Cervicogenic Headaches- headaches that are as a result of neck problems

Although cervicogenic headache (CGH) has been described as a “final common pathway” of cervical spine dysfunction (7), its true prevalence is difficult to determine due to inconsistent use of diagnostic criteria in the literature. Incidence of cervicogenic headache has been reported to range from 0.7% to as high as 13.8% in populations of patients suffering from headache disorders (8). Others have reported cervicogenic origins of higher values (14% to 18%) in all chronic headaches (9).

The anatomical basis for CGH is the convergence of the afferent input of the upper cervical spine nerve roots (C1-C3) with the afferent tracts of the trigeminal nerve in the trigeminocervical nucleus. This convergence results in cervical spine nociceptive input being expressed in the sensory distribution of the trigeminal nerve, most commonly the ophthalmic branch of the trigeminal nerve, which innervates the forehead, temple, and orbit and has its greatest topographic representation near the dorsal horns of spinal nerves C1-C3 (4-5). Therefore, any structure innervated by C1, C2, or C3 spinal nerves can be implicated in the etiology of CGH. This includes the atlanto-occipital, median atlanto-axial, lateral atlanto-axial, and C2-3 zygapophyseal joints as well as the C2-3 intervertebral disc, suboccipital, upper posterior cervical, and upper paravertebral musculature, the trapezius and sternocleidomastoid muscles, upper cervical spinal dura mater, and the vertebral arteries (4-6). Because of the ability of afferent nerves to travel up to three segments cephalically or caudally in the cervical spinal cord, bony and soft tissue structures of the middle and lower cervical spine cannot be excluded from contributing to CGH (4-5).

 

How can we diagnose what's causing your Headache? 

By evaluating the brain, spine and nervous system in its entirety, specifically within the cervical spine, occipital region, trigeminal nuclear complex, and thoracic/rib regions, we can localize regions that are dysfunctional and misrepresenting sensory information to the brain. Autonomic dysregulation may be involved and we perform careful evaluation of this potential involvement. Oxygenation is an important aspect of Nervous System and Headache pain and is also evaluated very carefully. We're essentailly looking at your headache from an integration perspective, ensuring all regions are sending appropriate pain afferent information to the brain, including the vestibular system, proprioceptive system, visuomotor system, autonomic system, oxygenation system. Our core model of care is multi-modal, ensuring that all potential regions that may contribute to Headache are properly assessed and treated to allow proper gating and function to occur along the Trigeminal nerve pathway and cervicovestibular regions. In order to do this, we must reset the Central Integrated State of the dysfunction neuronal regions of the brain to reduce their resting membrane potential to an appropriate level that is healhy and approximately -65 mV, reducing hyperexcitablity and decreasing pain. We attempt to achieve this through a specialized program that combines Neurology, Chiropractic, Physical Therapy, Vestibular Rehabilitation, Occupational Therapy and Oxygen. 
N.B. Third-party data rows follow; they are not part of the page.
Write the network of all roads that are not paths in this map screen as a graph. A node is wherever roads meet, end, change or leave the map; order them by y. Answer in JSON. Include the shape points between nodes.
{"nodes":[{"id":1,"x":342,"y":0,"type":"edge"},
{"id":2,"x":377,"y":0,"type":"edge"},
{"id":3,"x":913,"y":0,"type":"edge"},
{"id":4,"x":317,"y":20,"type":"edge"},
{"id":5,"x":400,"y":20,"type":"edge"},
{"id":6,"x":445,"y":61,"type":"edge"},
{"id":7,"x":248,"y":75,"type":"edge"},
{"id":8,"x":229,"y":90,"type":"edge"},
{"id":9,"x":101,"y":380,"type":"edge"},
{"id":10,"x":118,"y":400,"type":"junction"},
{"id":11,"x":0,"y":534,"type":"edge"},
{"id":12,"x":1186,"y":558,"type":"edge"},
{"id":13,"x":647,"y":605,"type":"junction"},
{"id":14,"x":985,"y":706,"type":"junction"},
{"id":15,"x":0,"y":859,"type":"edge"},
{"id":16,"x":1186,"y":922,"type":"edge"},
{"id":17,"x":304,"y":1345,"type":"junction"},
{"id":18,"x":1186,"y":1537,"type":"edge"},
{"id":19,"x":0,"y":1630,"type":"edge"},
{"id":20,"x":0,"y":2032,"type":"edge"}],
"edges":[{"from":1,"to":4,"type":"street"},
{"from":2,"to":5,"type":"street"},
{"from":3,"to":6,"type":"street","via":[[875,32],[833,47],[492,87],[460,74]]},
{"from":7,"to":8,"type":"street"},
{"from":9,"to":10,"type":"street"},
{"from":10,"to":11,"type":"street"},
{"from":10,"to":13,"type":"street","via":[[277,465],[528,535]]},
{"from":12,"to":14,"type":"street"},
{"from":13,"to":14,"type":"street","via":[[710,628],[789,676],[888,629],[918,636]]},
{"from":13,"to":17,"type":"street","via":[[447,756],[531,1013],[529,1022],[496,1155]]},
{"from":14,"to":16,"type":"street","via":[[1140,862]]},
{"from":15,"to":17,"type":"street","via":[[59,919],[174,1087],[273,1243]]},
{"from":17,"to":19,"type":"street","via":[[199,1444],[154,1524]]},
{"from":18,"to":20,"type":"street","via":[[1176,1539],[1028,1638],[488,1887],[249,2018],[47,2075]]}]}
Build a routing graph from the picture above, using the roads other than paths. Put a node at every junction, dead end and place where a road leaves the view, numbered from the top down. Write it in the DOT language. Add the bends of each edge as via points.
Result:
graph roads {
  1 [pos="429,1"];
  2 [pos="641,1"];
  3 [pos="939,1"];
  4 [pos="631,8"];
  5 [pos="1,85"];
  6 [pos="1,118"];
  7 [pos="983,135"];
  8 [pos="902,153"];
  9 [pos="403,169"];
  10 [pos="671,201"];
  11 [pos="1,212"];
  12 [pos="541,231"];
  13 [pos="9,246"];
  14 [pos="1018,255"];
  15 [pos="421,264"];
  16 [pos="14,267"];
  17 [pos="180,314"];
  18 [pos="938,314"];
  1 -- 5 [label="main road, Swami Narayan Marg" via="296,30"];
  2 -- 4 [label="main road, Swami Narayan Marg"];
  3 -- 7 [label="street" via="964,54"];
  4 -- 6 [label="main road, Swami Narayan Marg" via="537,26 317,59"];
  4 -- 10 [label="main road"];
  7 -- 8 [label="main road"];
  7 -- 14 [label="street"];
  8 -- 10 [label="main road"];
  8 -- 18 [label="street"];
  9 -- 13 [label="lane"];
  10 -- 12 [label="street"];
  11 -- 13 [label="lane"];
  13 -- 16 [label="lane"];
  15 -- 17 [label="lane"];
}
Potential Headache Core Testing:

  • Videooculography (VOG, sometimes referred to as VNG) that measure eye movements that relate to specific regions of the brain, brain stem and vestibular system.
  • Sensitive balance and coordination testing of proprioception and brain using Computerized Assessments of Posturography Systems (CAPS) that allow us to measure dysfunctional areas sensory input related to Migraine.
  • Tilt Table Testing
  • Autonomic Assessment
  • Clinical Examination (Neurology, Proprioceptive, Respiration)
  • Gait analysis
  • Oxygen evaluation
  • Metabolic capacity
  • Objective measures
  • Spatial and Temporal Summation (Treatment Plan)

Potential Headache Core Treatment:

  • Tilt Table Treatment (TTT)
  • Non-Invasive Nerve Stimulation (NINS)
  • Vagus Stimulation (VS)
  • Oculomotor retraining (eye movement exercises) (OMR)
  • Vestibular Rehabilitation (VR)
  • Occupational Therapy (OT)
  • Rib Manipulation (RM)
  • Cervicovestibular rehabilitation (CVR)
  • Specific Chiropractic Neurological Manipulations for Oxygenation L/S/T (SCNM-O)
  • Mild Hyperbaric Oxygen Therapy (mHBOT)
  • Postural Restoration (PR)
  • Physical Therapy (PT)
  • Functional Neurological Rehabilitation/Neuroplasticity Retraining Exercises (FNR/NRE)
  • Co-treatment (Botox, Medications, etc..) (CT)
  • Migraine dietary recommendations (MDR)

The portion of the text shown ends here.